We cannot overstate the importance of Shannon's contribution to modern science. His introduction of the field of information theory and his solutions to its two main theorems demonstrate that his ideas on communication were far beyond the other prevailing ideas in this domain around 1948.
In this chapter, our aim is to discuss Shannon's two main contributions in a descriptive fashion. The goal of this high-level discussion is to build up the intuition for the problem domain of information theory and to understand the main concepts before we delve into the analogous quantum information-theoretic ideas. We avoid going into deep technical detail in this chapter, leaving such details for later chapters where we formally prove both classical and quantum Shannontheoretic coding theorems. We do use some mathematics from probability theory (namely, the law of large numbers).
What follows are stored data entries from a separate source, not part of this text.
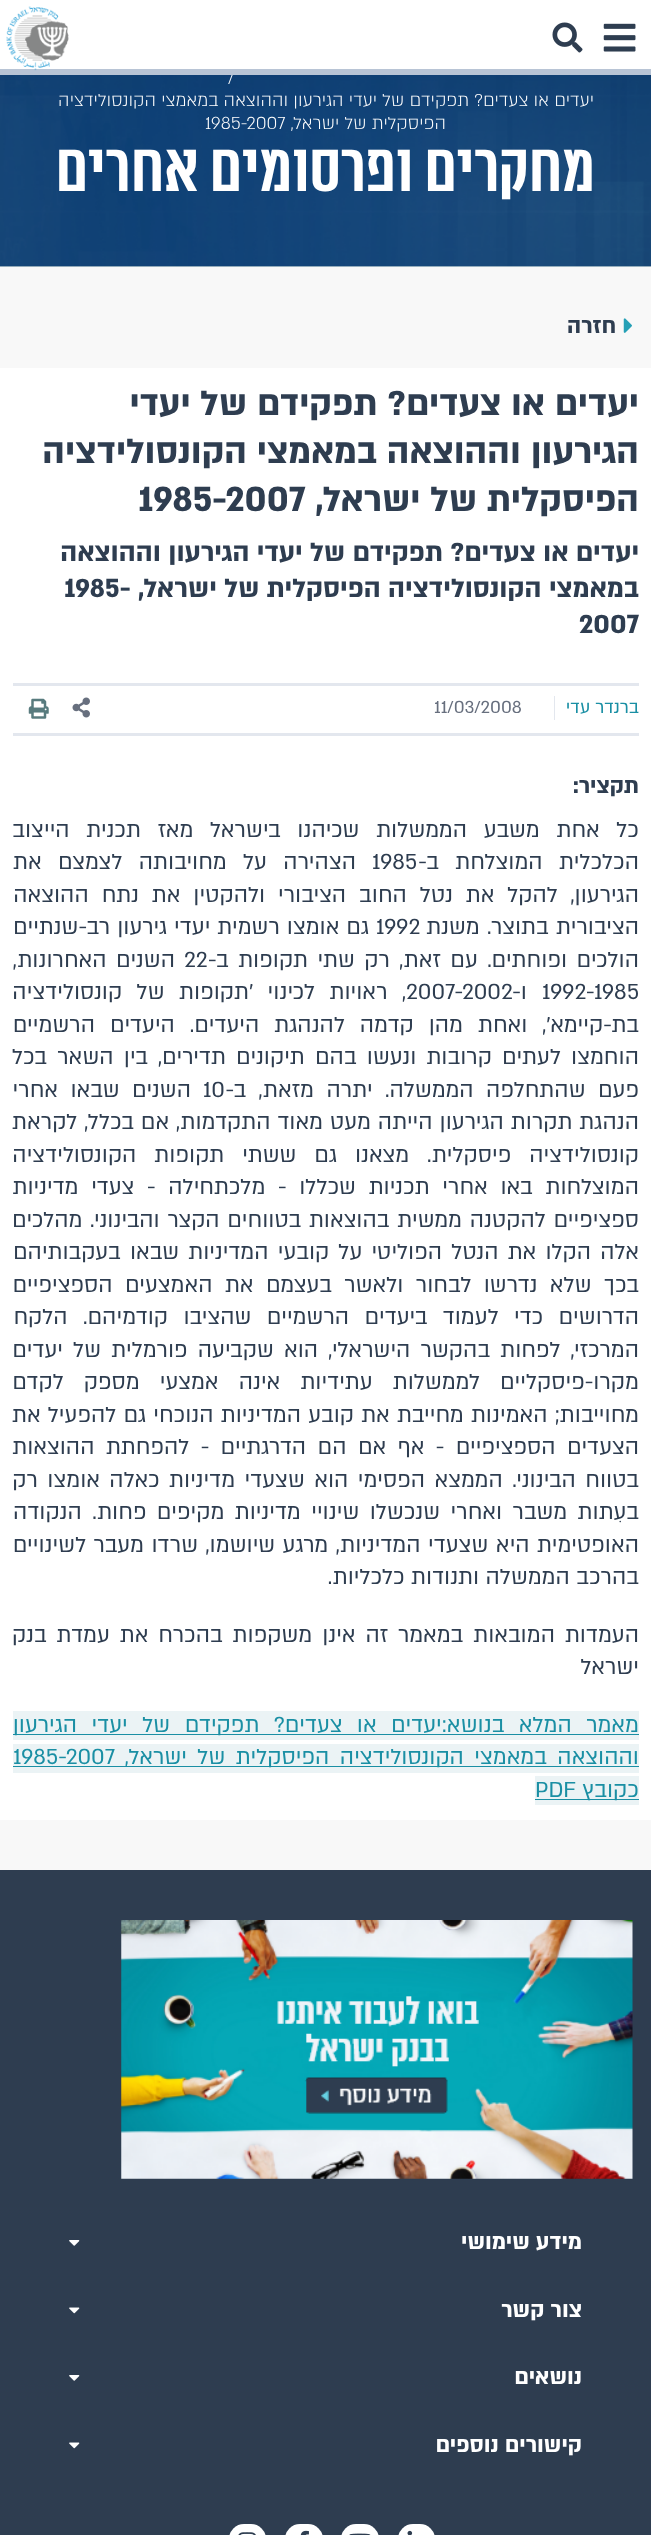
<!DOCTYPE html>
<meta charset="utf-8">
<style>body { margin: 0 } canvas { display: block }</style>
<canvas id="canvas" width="651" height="2535"></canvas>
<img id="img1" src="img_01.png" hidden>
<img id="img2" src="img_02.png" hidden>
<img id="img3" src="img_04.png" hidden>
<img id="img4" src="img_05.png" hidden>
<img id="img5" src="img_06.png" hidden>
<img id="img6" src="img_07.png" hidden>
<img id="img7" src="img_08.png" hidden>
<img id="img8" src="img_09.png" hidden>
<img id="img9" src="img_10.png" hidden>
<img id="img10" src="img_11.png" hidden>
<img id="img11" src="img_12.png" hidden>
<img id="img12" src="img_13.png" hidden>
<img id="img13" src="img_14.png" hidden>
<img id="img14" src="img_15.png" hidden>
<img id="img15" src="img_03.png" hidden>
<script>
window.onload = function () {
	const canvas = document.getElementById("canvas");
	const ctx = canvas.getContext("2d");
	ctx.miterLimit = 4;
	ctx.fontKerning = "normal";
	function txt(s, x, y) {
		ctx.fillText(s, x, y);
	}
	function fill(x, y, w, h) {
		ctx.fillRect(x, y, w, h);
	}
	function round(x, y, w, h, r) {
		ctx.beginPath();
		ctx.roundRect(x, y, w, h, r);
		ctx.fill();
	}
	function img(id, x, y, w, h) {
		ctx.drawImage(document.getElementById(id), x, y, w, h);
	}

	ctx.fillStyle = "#F8F8F8";
	fill(0, 0, 651, 2535);
	ctx.fillStyle = "#FFFFFF";
	fill(0, 0, 651, 69);
	img("img1", 603, 23, 33, 29);
	img("img2", 552, 22, 31, 31);
	img("img3", 0, 266, 651, 1);
	img("img4", 0, 75, 651, 192);
	img("img5", 623, 318, 9, 15);
	fill(0, 368, 651, 1452);
	ctx.fillStyle = "#E3E7EE";
	fill(13, 683, 626, 3);
	fill(13, 733, 626, 3);
	fill(554, 696, 1, 24);
	img("img6", 72, 697, 18, 21);
	img("img7", 28, 698, 21, 21);
	ctx.fillStyle = "#EBF3F5";
	fill(13, 1711, 626, 29);
	ctx.fillStyle = "#1A8FA4";
	fill(13, 1734, 626, 1);
	ctx.fillStyle = "#EBF3F5";
	fill(13, 1744, 626, 29);
	ctx.fillStyle = "#1A8FA4";
	fill(13, 1766, 626, 1);
	ctx.fillStyle = "#EBF3F5";
	fill(535, 1776, 104, 29);
	ctx.fillStyle = "#1A8FA4";
	fill(535, 1799, 104, 1);
	ctx.fillStyle = "#2E3D50";
	fill(0, 1870, 651, 665);
	img("img8", 121, 1920, 512, 259);
	img("img9", 69, 2240, 11, 6);
	img("img10", 69, 2307, 11, 7);
	img("img9", 69, 2375, 11, 6);
	img("img10", 69, 2442, 11, 7);
	ctx.fillStyle = "#FFFFFF";
	round(398, 2524, 37, 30, 18.5);
	img("img11", 407, 2530, 6, 5);
	round(341, 2524, 38, 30, 18.5);
	img("img12", 349, 2533, 22, 2);
	round(285, 2524, 38, 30, 18.5);
	img("img13", 300, 2530, 9, 5);
	round(229, 2524, 37, 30, 18.5);
	img("img14", 238, 2532, 18, 3);
	ctx.font = "300 20px 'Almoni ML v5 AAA'";
	txt("/", 228, 84);
	ctx.fillStyle = "#B8C4D5";
	fill(0, 69, 651, 6);
	img("img15", 6, 6, 63, 65);
	ctx.direction = "rtl";
	ctx.fillStyle = "#FFFFFF";
	txt("יעדים או צעדים? תפקידם של יעדי הגירעון וההוצאה במאמצי הקונסולידציה", 594, 106);
	txt("הפיסקלית של ישראל,", 446, 129);
	ctx.direction = "ltr";
	txt("1985-2007", 205, 129);
	ctx.direction = "rtl";
	ctx.font = "bold 68.75px 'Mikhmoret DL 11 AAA'";
	txt("מחקרים ופרסומים אחרים", 595, 191);
	ctx.font = "bold 25px 'Almoni ML v5 AAA'";
	ctx.fillStyle = "#2E3D50";
	txt("חזרה", 616, 333);
	ctx.font = "bold 40px 'Almoni ML v5 AAA'";
	txt("יעדים או צעדים? תפקידם של יעדי", 639, 415);
	txt("הגירעון וההוצאה במאמצי הקונסולידציה", 639, 463);
	txt("הפיסקלית של ישראל,", 639, 511);
	ctx.direction = "ltr";
	txt("1985-2007", 138, 511);
	ctx.direction = "rtl";
	ctx.font = "bold 30px 'Almoni ML v5 AAA'";
	txt("יעדים או צעדים? תפקידם של יעדי הגירעון וההוצאה", 639, 561);
	txt("במאמצי הקונסולידציה הפיסקלית של ישראל,", 639, 597);
	ctx.direction = "ltr";
	txt("1985-", 64, 597);
	txt("2007", 579, 633);
	ctx.direction = "rtl";
	ctx.font = "20px 'Almoni ML v5 AAA'";
	ctx.fillStyle = "#1A8FA4";
	txt("ברנדר עדי", 639, 713);
	ctx.direction = "ltr";
	ctx.fillStyle = "#676F7E";
	txt("11/03/2008", 434, 713);
	ctx.direction = "rtl";
	ctx.font = "bold 25px 'Almoni ML v5 AAA'";
	ctx.fillStyle = "#2E3D50";
	txt("תקציר:", 639, 793);
	ctx.wordSpacing = "10.25px";
	ctx.font = "25px 'Almoni ML v5 AAA'";
	txt("כל אחת משבע הממשלות שכיהנו בישראל מאז תכנית הייצוב", 639, 837);
	ctx.wordSpacing = "10px";
	txt("הכלכלית המוצלחת ב-", 639, 869);
	ctx.wordSpacing = "0px";
	ctx.direction = "ltr";
	txt("1985", 372, 869);
	ctx.wordSpacing = "10px";
	ctx.direction = "rtl";
	txt("הצהירה על מחויבותה לצמצם את", 356, 869);
	ctx.wordSpacing = "6.5px";
	txt("הגירעון, להקל את נטל החוב הציבורי ולהקטין את נתח ההוצאה", 639, 902);
	ctx.wordSpacing = "1px";
	txt("הציבורית בתוצר. משנת", 639, 934);
	ctx.wordSpacing = "0px";
	ctx.direction = "ltr";
	txt("1992", 376, 934);
	ctx.wordSpacing = "0.5px";
	ctx.direction = "rtl";
	txt("גם אומצו רשמית יעדי גירעון רב-שנתיים", 369, 934);
	ctx.wordSpacing = "3px";
	txt("הולכים ופוחתים. עם זאת, רק שתי תקופות ב-", 639, 967);
	ctx.wordSpacing = "0px";
	ctx.direction = "ltr";
	txt("22", 184, 967);
	ctx.wordSpacing = "3px";
	ctx.direction = "rtl";
	txt("השנים האחרונות,", 175, 967);
	ctx.wordSpacing = "0px";
	ctx.direction = "ltr";
	txt("1992-1985", 542, 999);
	ctx.direction = "rtl";
	txt("ו-", 527, 999);
	ctx.direction = "ltr";
	txt("2007-2002", 406, 999);
	ctx.wordSpacing = "8px";
	ctx.direction = "rtl";
	txt(", ראויות לכינוי 'תקופות של קונסולידציה", 406, 999);
	ctx.wordSpacing = "8.5px";
	txt("בת-קיימא', ואחת מהן קדמה להנהגת היעדים. היעדים הרשמיים", 639, 1032);
	ctx.wordSpacing = "3.75px";
	txt("הוחמצו לעתים קרובות ונעשו בהם תיקונים תדירים, בין השאר בכל", 639, 1064);
	ctx.wordSpacing = "6px";
	txt("פעם שהתחלפה הממשלה. יתרה מזאת, ב-", 639, 1097);
	ctx.wordSpacing = "0px";
	ctx.direction = "ltr";
	txt("10", 203, 1097);
	ctx.wordSpacing = "6px";
	ctx.direction = "rtl";
	txt("השנים שבאו אחרי", 191, 1097);
	ctx.wordSpacing = "0.5px";
	txt("הנהגת תקרות הגירעון הייתה מעט מאוד התקדמות, אם בכלל, לקראת", 639, 1129);
	ctx.wordSpacing = "11.5px";
	txt("קונסולידציה פיסקלית. מצאנו גם ששתי תקופות הקונסולידציה", 639, 1162);
	ctx.wordSpacing = "6.25px";
	txt("המוצלחות באו אחרי תכניות שכללו - מלכתחילה - צעדי מדיניות", 639, 1194);
	ctx.wordSpacing = "1.25px";
	txt("ספציפיים להקטנה ממשית בהוצאות בטווחים הקצר והבינוני. מהלכים", 639, 1227);
	ctx.wordSpacing = "2.75px";
	txt("אלה הקלו את הנטל הפוליטי על קובעי המדיניות שבאו בעקבותיהם", 639, 1259);
	ctx.wordSpacing = "6px";
	txt("בכך שלא נדרשו לבחור ולאשר בעצמם את האמצעים הספציפיים", 639, 1292);
	ctx.wordSpacing = "9px";
	txt("הדרושים כדי לעמוד ביעדים הרשמיים שהציבו קודמיהם. הלקח", 639, 1324);
	ctx.wordSpacing = "3.75px";
	txt("המרכזי, לפחות בהקשר הישראלי, הוא שקביעה פורמלית של יעדים", 639, 1357);
	ctx.wordSpacing = "13.75px";
	txt("מקרו-פיסקליים לממשלות עתידיות אינה אמצעי מספק לקדם", 639, 1389);
	ctx.wordSpacing = "0.75px";
	txt("מחוייבות; האמינות מחייבת את קובע המדיניות הנוכחי גם להפעיל את", 639, 1422);
	ctx.wordSpacing = "5px";
	txt("הצעדים הספציפיים - אף אם הם הדרגתיים - להפחתת ההוצאות", 639, 1454);
	ctx.wordSpacing = "3px";
	txt("בטווח הבינוני. הממצא הפסימי הוא שצעדי מדיניות כאלה אומצו רק", 639, 1487);
	ctx.wordSpacing = "4px";
	txt("בעִתות משבר ואחרי שנכשלו שינויי מדיניות מקיפים פחות. הנקודה", 639, 1519);
	ctx.wordSpacing = "1px";
	txt("האופטימית היא שצעדי המדיניות, מרגע שיושמו, שרדו מעבר לשינויים", 639, 1552);
	ctx.wordSpacing = "0px";
	txt("בהרכב הממשלה ותנודות כלכליות.", 639, 1584);
	ctx.wordSpacing = "3.5px";
	txt("העמדות המובאות במאמר זה אינן משקפות בהכרח את עמדת בנק", 639, 1642);
	ctx.wordSpacing = "0px";
	txt("ישראל", 639, 1674);
	ctx.wordSpacing = "8px";
	ctx.fillStyle = "#1A8FA4";
	txt("מאמר המלא בנושא:יעדים או צעדים? תפקידם של יעדי הגירעון", 639, 1732);
	ctx.wordSpacing = "4px";
	txt("וההוצאה במאמצי הקונסולידציה הפיסקלית של ישראל,", 639, 1764);
	ctx.wordSpacing = "0px";
	ctx.direction = "ltr";
	txt("1985-2007", 13, 1764);
	ctx.direction = "rtl";
	txt("כקובץ", 639, 1797);
	ctx.direction = "ltr";
	txt("PDF", 535, 1797);
	ctx.direction = "rtl";
	ctx.font = "bold 25px 'Almoni ML v5 AAA'";
	ctx.fillStyle = "#FFFFFF";
	txt("מידע שימושי", 582, 2249);
	txt("צור קשר", 582, 2317);
	txt("נושאים", 582, 2384);
	txt("קישורים נוספים", 582, 2452);
};
</script>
We will be delving into the technical details of this chapter's material in later chapters (specifically, Chapters 10, 13, and 14). Once you have reached later chapters that develop some more technical details, it might be helpful to turn back to this chapter to get an overall flavor for the motivation of the development.
Data Compression
We first discuss the problem of data compression. Those who are familiar with the Internet have used several popular data formats such as JPEG, MPEG, ZIP, GIF, etc. All of these file formats have corresponding algorithms for compressing the output of an information source. A first glance at the compression problem might lead one to believe that it is not possible to compress the output of the information source to an arbitrarily small size, and Shannon proved that this is the case. This result is the content of Shannon's first noiseless coding theorem.
An Example of Data Compression
We begin with a simple example that illustrates the concept of an information source. We then develop a scheme for coding this source so that it requires fewer bits to represent its output faithfully.
Suppose that Alice is a sender and Bob is a receiver. Suppose further that a noiseless bit channel connects Alice to Bob—a noiseless bit channel is one that transmits information perfectly from sender to receiver, e.g., Bob receives “0” if Alice transmits “0” and Bob receives “1” if Alice transmits “1.”